(Beginning of Extracted entries)

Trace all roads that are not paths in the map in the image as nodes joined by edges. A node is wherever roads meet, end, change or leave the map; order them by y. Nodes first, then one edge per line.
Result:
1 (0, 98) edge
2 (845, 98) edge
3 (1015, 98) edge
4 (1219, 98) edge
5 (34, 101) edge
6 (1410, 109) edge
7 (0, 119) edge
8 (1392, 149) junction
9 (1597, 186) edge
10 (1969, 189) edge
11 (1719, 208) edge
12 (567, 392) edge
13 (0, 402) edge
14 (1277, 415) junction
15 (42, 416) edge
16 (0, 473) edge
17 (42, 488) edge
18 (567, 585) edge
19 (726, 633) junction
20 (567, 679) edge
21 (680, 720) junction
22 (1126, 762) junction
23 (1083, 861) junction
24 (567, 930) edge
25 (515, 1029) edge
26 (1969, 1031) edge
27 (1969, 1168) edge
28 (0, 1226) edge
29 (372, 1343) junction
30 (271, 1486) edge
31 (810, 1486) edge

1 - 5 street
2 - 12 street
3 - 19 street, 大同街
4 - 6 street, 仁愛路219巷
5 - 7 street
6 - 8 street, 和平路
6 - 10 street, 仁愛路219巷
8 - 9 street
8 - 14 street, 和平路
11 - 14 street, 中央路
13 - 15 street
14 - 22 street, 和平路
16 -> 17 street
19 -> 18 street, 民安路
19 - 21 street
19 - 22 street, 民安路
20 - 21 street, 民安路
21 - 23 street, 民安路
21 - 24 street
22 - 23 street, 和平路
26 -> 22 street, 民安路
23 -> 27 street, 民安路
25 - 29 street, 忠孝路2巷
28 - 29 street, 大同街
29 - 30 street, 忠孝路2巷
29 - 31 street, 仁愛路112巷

(End of Extracted entries)

**What you need to do:**
Copy every line from the records that holds the string "junction".

**Task output:**
8 (1392, 149) junction
14 (1277, 415) junction
19 (726, 633) junction
21 (680, 720) junction
22 (1126, 762) junction
23 (1083, 861) junction
29 (372, 1343) junction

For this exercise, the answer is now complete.